:: WHAT THE TASK ASKS ::
Every record must be repeated precisely as it stands.

[Saved entries]
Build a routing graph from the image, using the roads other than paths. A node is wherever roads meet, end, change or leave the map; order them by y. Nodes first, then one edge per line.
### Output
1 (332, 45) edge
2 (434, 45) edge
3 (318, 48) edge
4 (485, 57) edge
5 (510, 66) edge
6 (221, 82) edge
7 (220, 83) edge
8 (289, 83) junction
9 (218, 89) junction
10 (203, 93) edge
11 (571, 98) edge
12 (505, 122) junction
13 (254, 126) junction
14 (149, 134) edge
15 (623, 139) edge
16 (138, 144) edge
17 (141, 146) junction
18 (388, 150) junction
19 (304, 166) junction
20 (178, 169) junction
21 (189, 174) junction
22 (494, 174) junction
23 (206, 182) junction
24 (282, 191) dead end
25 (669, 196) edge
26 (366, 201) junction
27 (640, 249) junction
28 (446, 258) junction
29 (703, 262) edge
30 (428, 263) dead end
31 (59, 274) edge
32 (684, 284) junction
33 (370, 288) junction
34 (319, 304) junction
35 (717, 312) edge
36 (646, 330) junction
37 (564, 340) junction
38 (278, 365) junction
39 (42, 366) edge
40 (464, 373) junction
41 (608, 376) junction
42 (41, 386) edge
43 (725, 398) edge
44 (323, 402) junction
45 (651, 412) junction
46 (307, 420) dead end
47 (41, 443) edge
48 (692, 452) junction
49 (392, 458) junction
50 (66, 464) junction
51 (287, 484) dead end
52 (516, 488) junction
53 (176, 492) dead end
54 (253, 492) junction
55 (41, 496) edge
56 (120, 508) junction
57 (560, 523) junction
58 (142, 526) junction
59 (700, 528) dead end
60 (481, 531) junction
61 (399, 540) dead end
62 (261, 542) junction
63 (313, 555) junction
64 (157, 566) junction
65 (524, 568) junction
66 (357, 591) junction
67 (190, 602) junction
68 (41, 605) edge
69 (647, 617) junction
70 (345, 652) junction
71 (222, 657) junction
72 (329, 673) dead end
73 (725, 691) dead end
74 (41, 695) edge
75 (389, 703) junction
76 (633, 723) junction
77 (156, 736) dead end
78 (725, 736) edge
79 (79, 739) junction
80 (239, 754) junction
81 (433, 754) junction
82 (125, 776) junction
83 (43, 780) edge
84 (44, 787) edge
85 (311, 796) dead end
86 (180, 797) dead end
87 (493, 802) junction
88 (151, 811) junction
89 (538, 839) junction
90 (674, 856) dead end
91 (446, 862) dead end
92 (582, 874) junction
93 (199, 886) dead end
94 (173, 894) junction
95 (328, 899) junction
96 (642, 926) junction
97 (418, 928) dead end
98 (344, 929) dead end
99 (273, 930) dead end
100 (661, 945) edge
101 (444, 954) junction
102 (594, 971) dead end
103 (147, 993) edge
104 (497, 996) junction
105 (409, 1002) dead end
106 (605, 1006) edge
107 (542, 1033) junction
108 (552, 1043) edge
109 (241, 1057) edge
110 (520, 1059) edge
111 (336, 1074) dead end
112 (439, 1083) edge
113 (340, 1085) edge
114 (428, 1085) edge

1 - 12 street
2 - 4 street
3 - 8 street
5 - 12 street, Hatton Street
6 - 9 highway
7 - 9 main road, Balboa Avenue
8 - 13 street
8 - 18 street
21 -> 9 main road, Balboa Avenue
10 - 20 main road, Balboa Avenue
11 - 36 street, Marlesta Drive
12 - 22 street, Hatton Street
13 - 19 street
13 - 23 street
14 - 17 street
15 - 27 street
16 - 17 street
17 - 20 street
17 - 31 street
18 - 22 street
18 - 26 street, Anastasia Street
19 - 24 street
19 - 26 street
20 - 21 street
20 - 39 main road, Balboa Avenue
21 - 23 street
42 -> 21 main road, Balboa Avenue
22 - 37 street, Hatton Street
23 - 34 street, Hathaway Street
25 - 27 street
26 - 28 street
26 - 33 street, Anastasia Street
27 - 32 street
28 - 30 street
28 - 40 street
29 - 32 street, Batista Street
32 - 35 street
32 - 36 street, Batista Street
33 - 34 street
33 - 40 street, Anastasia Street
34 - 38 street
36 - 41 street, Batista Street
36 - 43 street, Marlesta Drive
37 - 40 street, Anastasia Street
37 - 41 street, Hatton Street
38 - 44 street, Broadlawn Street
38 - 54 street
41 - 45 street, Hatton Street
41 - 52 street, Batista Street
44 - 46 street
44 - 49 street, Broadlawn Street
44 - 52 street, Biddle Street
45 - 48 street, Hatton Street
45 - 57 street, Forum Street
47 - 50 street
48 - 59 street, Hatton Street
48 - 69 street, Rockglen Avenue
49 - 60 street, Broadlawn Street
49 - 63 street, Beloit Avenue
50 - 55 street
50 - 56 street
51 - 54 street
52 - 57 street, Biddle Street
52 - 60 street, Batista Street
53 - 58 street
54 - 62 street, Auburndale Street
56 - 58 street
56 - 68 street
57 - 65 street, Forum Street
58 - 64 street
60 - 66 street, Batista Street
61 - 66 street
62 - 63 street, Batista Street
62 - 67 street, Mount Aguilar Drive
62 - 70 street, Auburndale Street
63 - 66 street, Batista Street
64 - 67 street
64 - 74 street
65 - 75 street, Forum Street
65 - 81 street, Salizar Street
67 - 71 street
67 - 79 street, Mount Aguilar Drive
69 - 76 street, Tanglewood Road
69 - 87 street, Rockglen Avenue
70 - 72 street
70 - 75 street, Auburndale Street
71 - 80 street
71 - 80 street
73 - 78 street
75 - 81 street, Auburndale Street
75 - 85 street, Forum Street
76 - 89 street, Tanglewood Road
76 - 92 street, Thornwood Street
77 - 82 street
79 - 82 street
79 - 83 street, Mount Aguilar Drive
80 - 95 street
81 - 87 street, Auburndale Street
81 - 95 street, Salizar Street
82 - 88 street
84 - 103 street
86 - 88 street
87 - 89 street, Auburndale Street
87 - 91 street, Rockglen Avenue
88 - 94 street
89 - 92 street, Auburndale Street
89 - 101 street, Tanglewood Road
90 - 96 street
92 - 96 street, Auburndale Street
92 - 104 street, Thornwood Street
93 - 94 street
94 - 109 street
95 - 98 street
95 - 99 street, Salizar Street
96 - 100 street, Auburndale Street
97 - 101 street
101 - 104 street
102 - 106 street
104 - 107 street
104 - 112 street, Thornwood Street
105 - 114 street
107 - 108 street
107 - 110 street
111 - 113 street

:: EXPECTED ANSWER ::
Build a routing graph from the image, using the roads other than paths. A node is wherever roads meet, end, change or leave the map; order them by y. Nodes first, then one edge per line.
### Output
1 (332, 45) edge
2 (434, 45) edge
3 (318, 48) edge
4 (485, 57) edge
5 (510, 66) edge
6 (221, 82) edge
7 (220, 83) edge
8 (289, 83) junction
9 (218, 89) junction
10 (203, 93) edge
11 (571, 98) edge
12 (505, 122) junction
13 (254, 126) junction
14 (149, 134) edge
15 (623, 139) edge
16 (138, 144) edge
17 (141, 146) junction
18 (388, 150) junction
19 (304, 166) junction
20 (178, 169) junction
21 (189, 174) junction
22 (494, 174) junction
23 (206, 182) junction
24 (282, 191) dead end
25 (669, 196) edge
26 (366, 201) junction
27 (640, 249) junction
28 (446, 258) junction
29 (703, 262) edge
30 (428, 263) dead end
31 (59, 274) edge
32 (684, 284) junction
33 (370, 288) junction
34 (319, 304) junction
35 (717, 312) edge
36 (646, 330) junction
37 (564, 340) junction
38 (278, 365) junction
39 (42, 366) edge
40 (464, 373) junction
41 (608, 376) junction
42 (41, 386) edge
43 (725, 398) edge
44 (323, 402) junction
45 (651, 412) junction
46 (307, 420) dead end
47 (41, 443) edge
48 (692, 452) junction
49 (392, 458) junction
50 (66, 464) junction
51 (287, 484) dead end
52 (516, 488) junction
53 (176, 492) dead end
54 (253, 492) junction
55 (41, 496) edge
56 (120, 508) junction
57 (560, 523) junction
58 (142, 526) junction
59 (700, 528) dead end
60 (481, 531) junction
61 (399, 540) dead end
62 (261, 542) junction
63 (313, 555) junction
64 (157, 566) junction
65 (524, 568) junction
66 (357, 591) junction
67 (190, 602) junction
68 (41, 605) edge
69 (647, 617) junction
70 (345, 652) junction
71 (222, 657) junction
72 (329, 673) dead end
73 (725, 691) dead end
74 (41, 695) edge
75 (389, 703) junction
76 (633, 723) junction
77 (156, 736) dead end
78 (725, 736) edge
79 (79, 739) junction
80 (239, 754) junction
81 (433, 754) junction
82 (125, 776) junction
83 (43, 780) edge
84 (44, 787) edge
85 (311, 796) dead end
86 (180, 797) dead end
87 (493, 802) junction
88 (151, 811) junction
89 (538, 839) junction
90 (674, 856) dead end
91 (446, 862) dead end
92 (582, 874) junction
93 (199, 886) dead end
94 (173, 894) junction
95 (328, 899) junction
96 (642, 926) junction
97 (418, 928) dead end
98 (344, 929) dead end
99 (273, 930) dead end
100 (661, 945) edge
101 (444, 954) junction
102 (594, 971) dead end
103 (147, 993) edge
104 (497, 996) junction
105 (409, 1002) dead end
106 (605, 1006) edge
107 (542, 1033) junction
108 (552, 1043) edge
109 (241, 1057) edge
110 (520, 1059) edge
111 (336, 1074) dead end
112 (439, 1083) edge
113 (340, 1085) edge
114 (428, 1085) edge

1 - 12 street
2 - 4 street
3 - 8 street
5 - 12 street, Hatton Street
6 - 9 highway
7 - 9 main road, Balboa Avenue
8 - 13 street
8 - 18 street
21 -> 9 main road, Balboa Avenue
10 - 20 main road, Balboa Avenue
11 - 36 street, Marlesta Drive
12 - 22 street, Hatton Street
13 - 19 street
13 - 23 street
14 - 17 street
15 - 27 street
16 - 17 street
17 - 20 street
17 - 31 street
18 - 22 street
18 - 26 street, Anastasia Street
19 - 24 street
19 - 26 street
20 - 21 street
20 - 39 main road, Balboa Avenue
21 - 23 street
42 -> 21 main road, Balboa Avenue
22 - 37 street, Hatton Street
23 - 34 street, Hathaway Street
25 - 27 street
26 - 28 street
26 - 33 street, Anastasia Street
27 - 32 street
28 - 30 street
28 - 40 street
29 - 32 street, Batista Street
32 - 35 street
32 - 36 street, Batista Street
33 - 34 street
33 - 40 street, Anastasia Street
34 - 38 street
36 - 41 street, Batista Street
36 - 43 street, Marlesta Drive
37 - 40 street, Anastasia Street
37 - 41 street, Hatton Street
38 - 44 street, Broadlawn Street
38 - 54 street
41 - 45 street, Hatton Street
41 - 52 street, Batista Street
44 - 46 street
44 - 49 street, Broadlawn Street
44 - 52 street, Biddle Street
45 - 48 street, Hatton Street
45 - 57 street, Forum Street
47 - 50 street
48 - 59 street, Hatton Street
48 - 69 street, Rockglen Avenue
49 - 60 street, Broadlawn Street
49 - 63 street, Beloit Avenue
50 - 55 street
50 - 56 street
51 - 54 street
52 - 57 street, Biddle Street
52 - 60 street, Batista Street
53 - 58 street
54 - 62 street, Auburndale Street
56 - 58 street
56 - 68 street
57 - 65 street, Forum Street
58 - 64 street
60 - 66 street, Batista Street
61 - 66 street
62 - 63 street, Batista Street
62 - 67 street, Mount Aguilar Drive
62 - 70 street, Auburndale Street
63 - 66 street, Batista Street
64 - 67 street
64 - 74 street
65 - 75 street, Forum Street
65 - 81 street, Salizar Street
67 - 71 street
67 - 79 street, Mount Aguilar Drive
69 - 76 street, Tanglewood Road
69 - 87 street, Rockglen Avenue
70 - 72 street
70 - 75 street, Auburndale Street
71 - 80 street
71 - 80 street
73 - 78 street
75 - 81 street, Auburndale Street
75 - 85 street, Forum Street
76 - 89 street, Tanglewood Road
76 - 92 street, Thornwood Street
77 - 82 street
79 - 82 street
79 - 83 street, Mount Aguilar Drive
80 - 95 street
81 - 87 street, Auburndale Street
81 - 95 street, Salizar Street
82 - 88 street
84 - 103 street
86 - 88 street
87 - 89 street, Auburndale Street
87 - 91 street, Rockglen Avenue
88 - 94 street
89 - 92 street, Auburndale Street
89 - 101 street, Tanglewood Road
90 - 96 street
92 - 96 street, Auburndale Street
92 - 104 street, Thornwood Street
93 - 94 street
94 - 109 street
95 - 98 street
95 - 99 street, Salizar Street
96 - 100 street, Auburndale Street
97 - 101 street
101 - 104 street
102 - 106 street
104 - 107 street
104 - 112 street, Thornwood Street
105 - 114 street
107 - 108 street
107 - 110 street
111 - 113 street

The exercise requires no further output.